Problem: Leave the images out. Give every line below again, precisely.

Data items:
━━━━

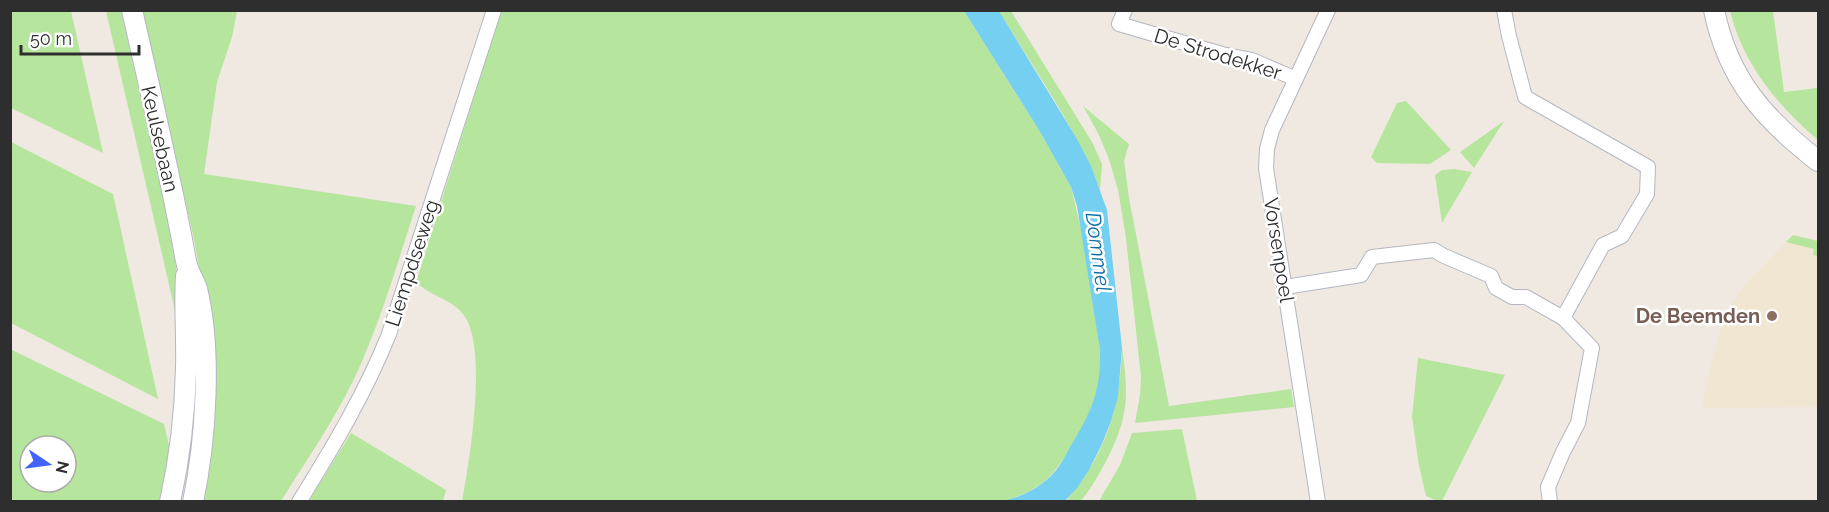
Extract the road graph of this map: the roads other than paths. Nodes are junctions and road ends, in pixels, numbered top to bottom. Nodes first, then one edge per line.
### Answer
1 (132, 10) edge
2 (494, 10) edge
3 (1125, 10) edge
4 (1328, 10) edge
5 (1504, 10) edge
6 (1714, 10) edge
7 (1296, 79) junction
8 (1818, 161) edge
9 (187, 267) junction
10 (1285, 287) junction
11 (1563, 318) junction
12 (170, 501) edge
13 (193, 501) edge
14 (299, 501) edge
15 (1318, 501) edge
16 (1550, 501) edge

1 - 9 main road, Keulsebaan
2 - 14 street, Liempdseweg
3 - 7 street, De Strodekker
4 - 7 street, Vorsenpoel
5 - 11 street
6 - 8 main road
7 - 10 street, Vorsenpoel
9 - 12 main road, Keulsebaan
9 - 13 main road, Keulsebaan
10 - 11 street
10 - 15 street, Vorsenpoel
11 - 16 street

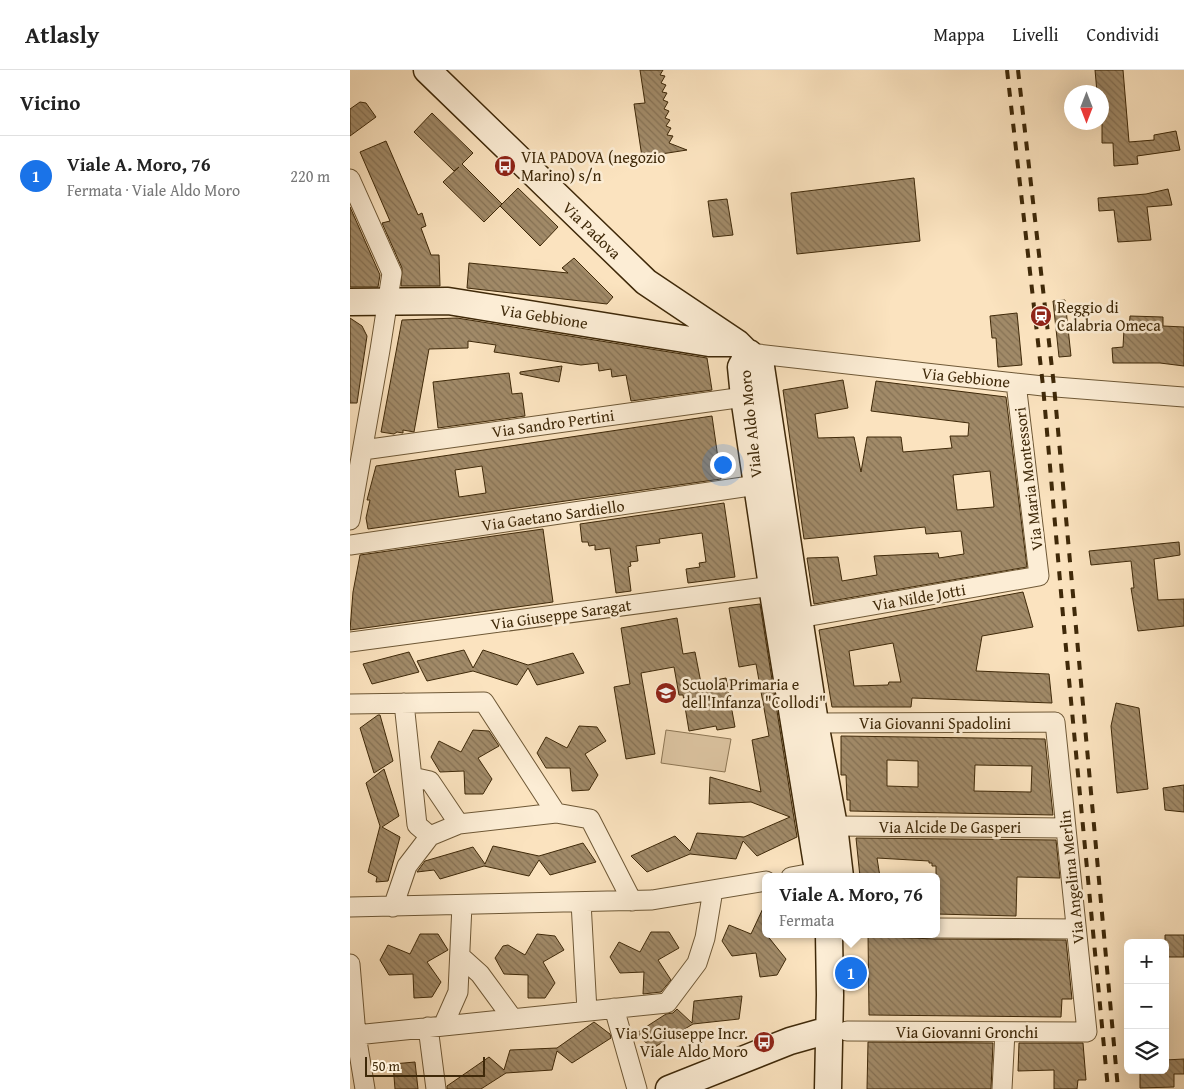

━━━━

Answer box:
Extract the road graph of this map: the roads other than paths. Nodes are junctions and road ends, in pixels, numbered top to bottom. Nodes first, then one edge per line.
### Answer
1 (132, 10) edge
2 (494, 10) edge
3 (1125, 10) edge
4 (1328, 10) edge
5 (1504, 10) edge
6 (1714, 10) edge
7 (1296, 79) junction
8 (1818, 161) edge
9 (187, 267) junction
10 (1285, 287) junction
11 (1563, 318) junction
12 (170, 501) edge
13 (193, 501) edge
14 (299, 501) edge
15 (1318, 501) edge
16 (1550, 501) edge

1 - 9 main road, Keulsebaan
2 - 14 street, Liempdseweg
3 - 7 street, De Strodekker
4 - 7 street, Vorsenpoel
5 - 11 street
6 - 8 main road
7 - 10 street, Vorsenpoel
9 - 12 main road, Keulsebaan
9 - 13 main road, Keulsebaan
10 - 11 street
10 - 15 street, Vorsenpoel
11 - 16 street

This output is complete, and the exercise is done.